4人に1人が技術指導「できない」 新潟県運動部調査

担当部活動の技術指導
担当部活動の技術指導

新潟県教育庁は11月6日、同県の公立中・高における運動部活動の実態調査結果を公表した。指導に当たる教員の多くはやりがいを感じる一方、4人に1人が技術指導ができず、半数が他の校務分掌に充てる時間を持てていなかった。保護者からは教員の負担軽減に理解を示す声が寄せられたが、指導員の選定を不安視する意見もあった。

同調査は今年6月から7月にかけて、無記名アンケート方式で実施。県内公立中・高の運動部に所属する生徒888人、その保護者884人、運動部の顧問を務める教員981人から有効回答を得た。

生徒の平日の部活動時間は、中学校で「1時間~2時間未満」(52.3%)、高校で「2時間~3時間未満」(58.4%)が最多だったが、高校では「3時間以上」の部も7.9%あった。

保護者が部活動に期待することの多くは「人間的な成長」(72.9%)や「学校生活を充実させること」(44.3%)であり、「勝つことや記録・技能の向上」は22.1%にとどまっている。

部活動指導員については、「教員の負担が軽減されるなら賛成」「専門的な技術や知識を持った指導者が、指導や引率をするのがよい」など肯定的な意見があった一方で、「人間的に問題があった場合、どう対処してもらえるのか」「部活動に力が入り、学習面での配慮が心配」といった声もみられた。

部活動の指導に「やりがいがある」と回答した主顧問は63.5%、副顧問は37.5%で、「負担」は主顧問36.5%、副顧問62.4%だった。主顧問はやりがいを、副顧問は負担を感じる傾向にある。

負担に感じている内容のトップは「技術指導」(37.5%)であり、主顧問のうち技術指導ができないと回答した割合は26.6%に上った。
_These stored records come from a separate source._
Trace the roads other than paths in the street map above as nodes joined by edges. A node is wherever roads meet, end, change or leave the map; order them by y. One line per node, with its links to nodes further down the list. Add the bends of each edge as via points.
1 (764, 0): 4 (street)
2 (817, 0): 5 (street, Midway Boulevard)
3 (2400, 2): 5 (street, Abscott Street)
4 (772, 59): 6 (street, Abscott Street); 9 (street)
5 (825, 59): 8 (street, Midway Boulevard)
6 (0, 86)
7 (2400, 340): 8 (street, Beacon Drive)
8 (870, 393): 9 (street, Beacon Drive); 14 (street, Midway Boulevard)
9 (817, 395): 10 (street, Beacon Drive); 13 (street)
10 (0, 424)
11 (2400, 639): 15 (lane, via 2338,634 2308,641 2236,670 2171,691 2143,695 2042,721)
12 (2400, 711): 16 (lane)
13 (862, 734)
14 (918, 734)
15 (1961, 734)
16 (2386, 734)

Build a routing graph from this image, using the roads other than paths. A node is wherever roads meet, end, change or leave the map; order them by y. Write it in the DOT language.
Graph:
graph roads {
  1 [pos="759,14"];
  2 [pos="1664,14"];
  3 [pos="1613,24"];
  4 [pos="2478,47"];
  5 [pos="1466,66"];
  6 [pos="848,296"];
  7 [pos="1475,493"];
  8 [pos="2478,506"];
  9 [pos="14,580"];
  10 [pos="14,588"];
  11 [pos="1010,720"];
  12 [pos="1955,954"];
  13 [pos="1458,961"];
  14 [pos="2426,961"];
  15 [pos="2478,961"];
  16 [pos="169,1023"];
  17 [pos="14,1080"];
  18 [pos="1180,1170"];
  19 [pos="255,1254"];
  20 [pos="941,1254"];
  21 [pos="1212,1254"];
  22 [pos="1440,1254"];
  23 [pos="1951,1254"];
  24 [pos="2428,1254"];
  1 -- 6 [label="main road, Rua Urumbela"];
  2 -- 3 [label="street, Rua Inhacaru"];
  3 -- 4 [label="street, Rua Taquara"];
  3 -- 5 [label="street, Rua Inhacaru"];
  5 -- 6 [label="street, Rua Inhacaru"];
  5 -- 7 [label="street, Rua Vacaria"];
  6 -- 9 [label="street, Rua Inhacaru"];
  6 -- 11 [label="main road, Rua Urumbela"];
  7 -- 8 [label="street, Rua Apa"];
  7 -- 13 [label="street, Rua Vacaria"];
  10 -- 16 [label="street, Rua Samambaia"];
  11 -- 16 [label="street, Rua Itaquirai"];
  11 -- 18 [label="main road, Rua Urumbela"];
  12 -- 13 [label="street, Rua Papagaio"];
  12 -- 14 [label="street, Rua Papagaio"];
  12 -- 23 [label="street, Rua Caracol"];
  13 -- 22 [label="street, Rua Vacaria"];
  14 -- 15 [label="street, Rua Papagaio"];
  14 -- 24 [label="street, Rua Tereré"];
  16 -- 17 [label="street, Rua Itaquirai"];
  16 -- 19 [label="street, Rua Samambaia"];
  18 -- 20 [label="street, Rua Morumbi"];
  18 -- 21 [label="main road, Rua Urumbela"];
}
また、多い月で1カ月のうち8回以上、土日に部活動の指導をしている教員の割合は31.9%。「部活動以外の校務分掌の業務時間がない」(主顧問46.1%、副顧問47.6%)、「教材研究等をする時間がない」(主顧問27.5%、副顧問30.6%)と、部活動に多くの時間を取られ、担当教員は時間的な余裕をほとんど持てていない状況にあった。